** Available data **
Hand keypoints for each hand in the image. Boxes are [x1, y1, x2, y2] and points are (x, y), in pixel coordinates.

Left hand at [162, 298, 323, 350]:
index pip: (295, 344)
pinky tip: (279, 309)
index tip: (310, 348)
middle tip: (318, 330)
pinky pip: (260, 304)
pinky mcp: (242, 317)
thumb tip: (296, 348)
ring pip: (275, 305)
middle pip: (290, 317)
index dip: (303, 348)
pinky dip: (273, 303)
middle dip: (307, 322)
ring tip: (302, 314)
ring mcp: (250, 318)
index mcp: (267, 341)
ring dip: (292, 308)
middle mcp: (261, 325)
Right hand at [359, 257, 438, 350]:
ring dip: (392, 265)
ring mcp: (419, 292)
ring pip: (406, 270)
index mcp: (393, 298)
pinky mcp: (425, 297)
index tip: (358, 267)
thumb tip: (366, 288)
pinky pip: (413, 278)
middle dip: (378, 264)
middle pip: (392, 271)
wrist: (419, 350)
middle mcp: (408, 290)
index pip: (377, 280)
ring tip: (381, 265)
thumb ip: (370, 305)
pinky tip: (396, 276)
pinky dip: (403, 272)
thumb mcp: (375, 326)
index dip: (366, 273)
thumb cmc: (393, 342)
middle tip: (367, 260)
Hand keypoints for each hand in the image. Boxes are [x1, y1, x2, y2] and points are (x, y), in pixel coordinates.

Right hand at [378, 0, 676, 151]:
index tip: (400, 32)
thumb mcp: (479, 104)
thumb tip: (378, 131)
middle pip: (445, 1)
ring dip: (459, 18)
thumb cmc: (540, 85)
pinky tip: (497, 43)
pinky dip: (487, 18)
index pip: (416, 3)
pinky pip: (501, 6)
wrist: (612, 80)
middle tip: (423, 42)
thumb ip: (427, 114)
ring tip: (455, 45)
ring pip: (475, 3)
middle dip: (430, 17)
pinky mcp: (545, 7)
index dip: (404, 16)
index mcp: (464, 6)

...

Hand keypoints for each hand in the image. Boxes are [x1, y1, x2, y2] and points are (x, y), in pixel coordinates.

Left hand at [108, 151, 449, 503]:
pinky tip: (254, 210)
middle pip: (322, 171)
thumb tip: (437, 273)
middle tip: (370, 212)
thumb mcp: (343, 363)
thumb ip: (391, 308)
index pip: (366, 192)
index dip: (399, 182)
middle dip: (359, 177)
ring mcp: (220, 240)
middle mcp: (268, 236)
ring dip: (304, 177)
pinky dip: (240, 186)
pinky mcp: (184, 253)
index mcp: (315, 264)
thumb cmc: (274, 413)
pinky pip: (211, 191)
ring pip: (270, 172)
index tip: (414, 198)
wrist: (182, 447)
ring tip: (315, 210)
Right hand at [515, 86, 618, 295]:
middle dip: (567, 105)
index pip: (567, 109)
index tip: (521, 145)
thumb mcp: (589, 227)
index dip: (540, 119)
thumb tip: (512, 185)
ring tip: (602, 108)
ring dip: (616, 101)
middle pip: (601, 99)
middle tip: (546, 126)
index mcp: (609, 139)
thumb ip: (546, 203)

** Task objective **
Please count how many lines in the preceding records hold the word "Right", then give only that number.

** Output of the task **
3